• [PROMPT]:
The full listing, returned exactly and free of pictures, is the expected answer.

[RECORDS SUPPLIED — start]

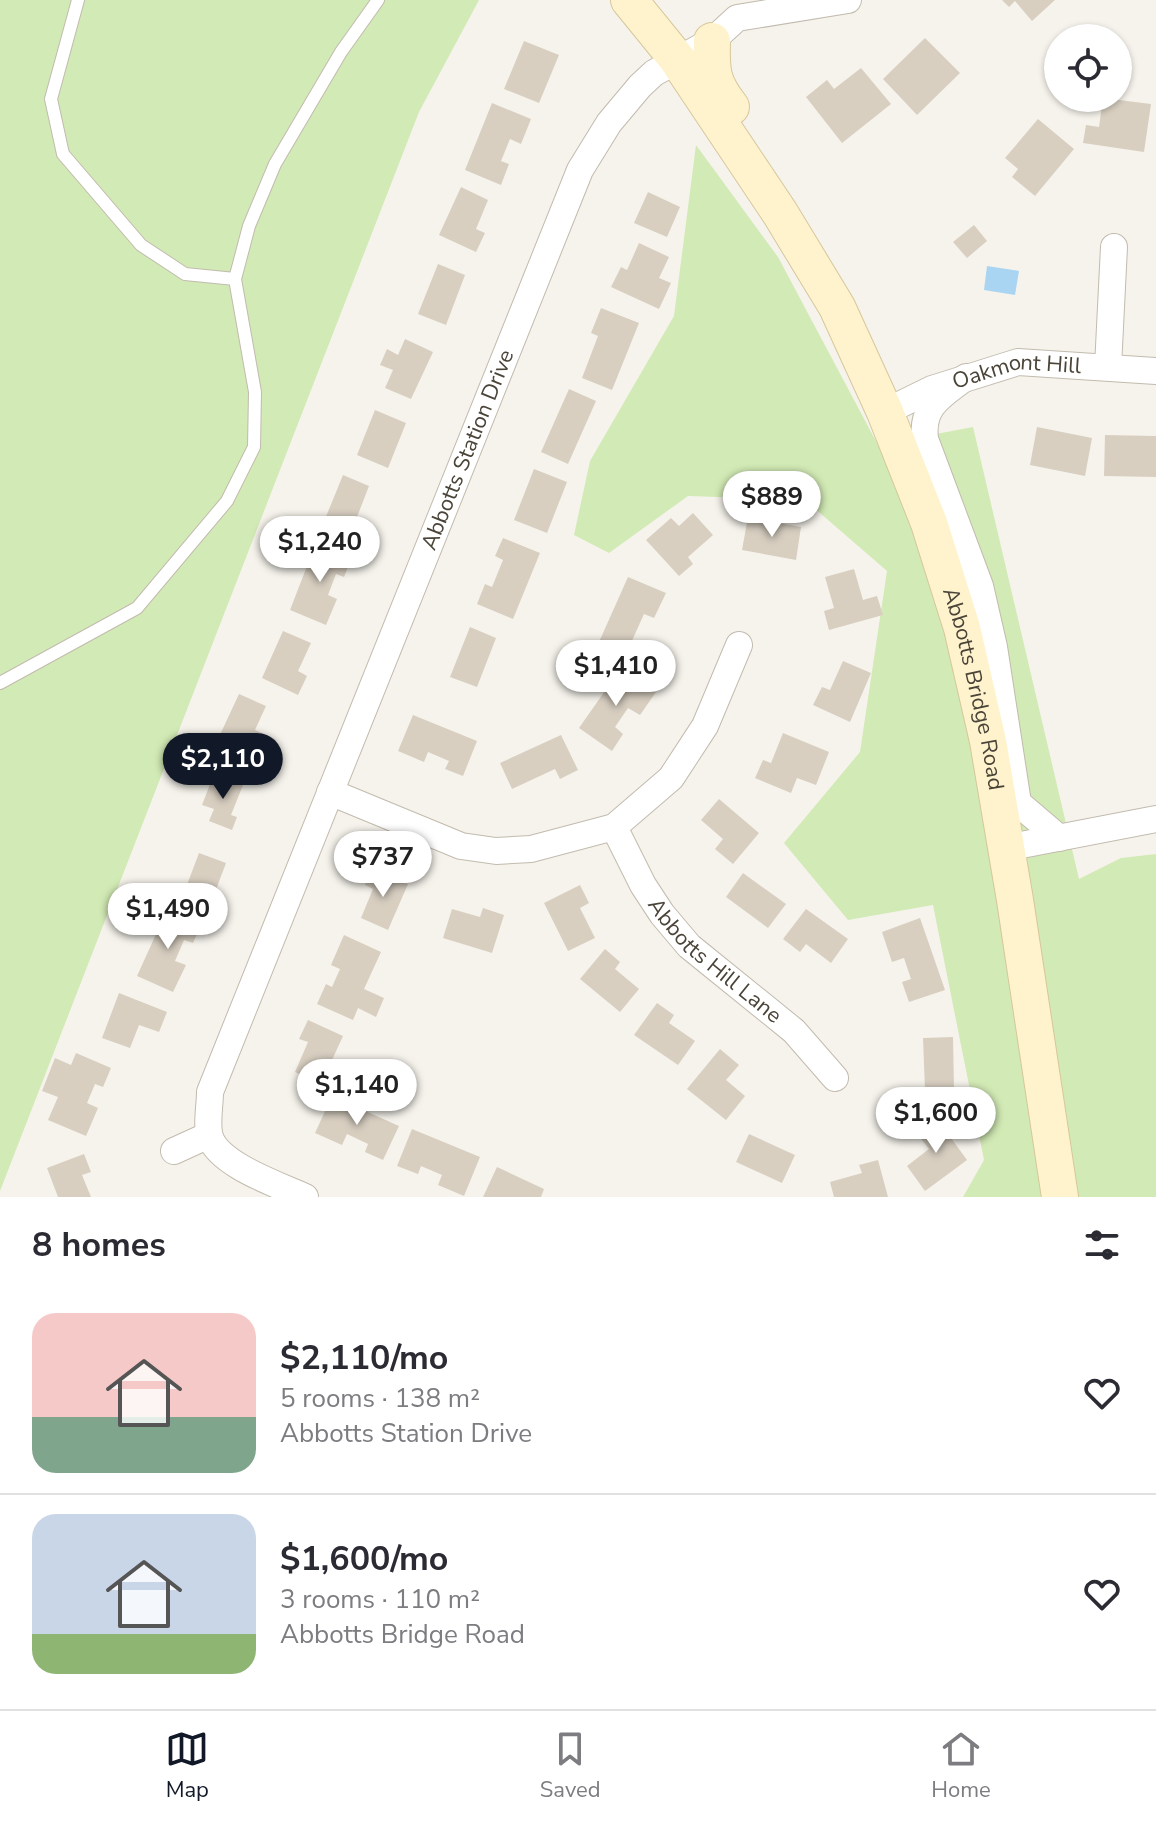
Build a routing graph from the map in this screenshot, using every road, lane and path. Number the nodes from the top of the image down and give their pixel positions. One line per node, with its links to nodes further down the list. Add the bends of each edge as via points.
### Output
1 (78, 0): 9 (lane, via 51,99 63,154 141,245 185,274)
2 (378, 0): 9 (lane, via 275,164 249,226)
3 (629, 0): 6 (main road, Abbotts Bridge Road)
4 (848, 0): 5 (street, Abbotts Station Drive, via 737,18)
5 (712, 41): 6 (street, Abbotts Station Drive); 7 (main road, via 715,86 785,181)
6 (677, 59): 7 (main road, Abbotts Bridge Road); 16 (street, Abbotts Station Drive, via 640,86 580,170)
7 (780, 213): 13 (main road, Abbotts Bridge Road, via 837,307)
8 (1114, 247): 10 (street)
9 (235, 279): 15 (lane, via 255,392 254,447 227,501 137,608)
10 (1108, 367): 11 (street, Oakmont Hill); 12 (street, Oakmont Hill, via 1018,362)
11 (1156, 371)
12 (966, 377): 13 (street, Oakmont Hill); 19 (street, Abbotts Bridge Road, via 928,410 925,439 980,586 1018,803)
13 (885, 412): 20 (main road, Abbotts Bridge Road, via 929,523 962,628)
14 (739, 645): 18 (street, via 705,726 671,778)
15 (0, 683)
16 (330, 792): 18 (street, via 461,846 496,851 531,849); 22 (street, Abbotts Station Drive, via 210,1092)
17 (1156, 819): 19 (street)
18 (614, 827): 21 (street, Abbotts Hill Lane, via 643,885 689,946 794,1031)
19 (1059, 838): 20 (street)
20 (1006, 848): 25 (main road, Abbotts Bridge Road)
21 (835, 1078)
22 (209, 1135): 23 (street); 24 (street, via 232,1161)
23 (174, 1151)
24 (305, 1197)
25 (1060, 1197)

[RECORDS SUPPLIED — finish]

• [TASK RESPONSE]:
Build a routing graph from the map in this screenshot, using every road, lane and path. Number the nodes from the top of the image down and give their pixel positions. One line per node, with its links to nodes further down the list. Add the bends of each edge as via points.
### Output
1 (78, 0): 9 (lane, via 51,99 63,154 141,245 185,274)
2 (378, 0): 9 (lane, via 275,164 249,226)
3 (629, 0): 6 (main road, Abbotts Bridge Road)
4 (848, 0): 5 (street, Abbotts Station Drive, via 737,18)
5 (712, 41): 6 (street, Abbotts Station Drive); 7 (main road, via 715,86 785,181)
6 (677, 59): 7 (main road, Abbotts Bridge Road); 16 (street, Abbotts Station Drive, via 640,86 580,170)
7 (780, 213): 13 (main road, Abbotts Bridge Road, via 837,307)
8 (1114, 247): 10 (street)
9 (235, 279): 15 (lane, via 255,392 254,447 227,501 137,608)
10 (1108, 367): 11 (street, Oakmont Hill); 12 (street, Oakmont Hill, via 1018,362)
11 (1156, 371)
12 (966, 377): 13 (street, Oakmont Hill); 19 (street, Abbotts Bridge Road, via 928,410 925,439 980,586 1018,803)
13 (885, 412): 20 (main road, Abbotts Bridge Road, via 929,523 962,628)
14 (739, 645): 18 (street, via 705,726 671,778)
15 (0, 683)
16 (330, 792): 18 (street, via 461,846 496,851 531,849); 22 (street, Abbotts Station Drive, via 210,1092)
17 (1156, 819): 19 (street)
18 (614, 827): 21 (street, Abbotts Hill Lane, via 643,885 689,946 794,1031)
19 (1059, 838): 20 (street)
20 (1006, 848): 25 (main road, Abbotts Bridge Road)
21 (835, 1078)
22 (209, 1135): 23 (street); 24 (street, via 232,1161)
23 (174, 1151)
24 (305, 1197)
25 (1060, 1197)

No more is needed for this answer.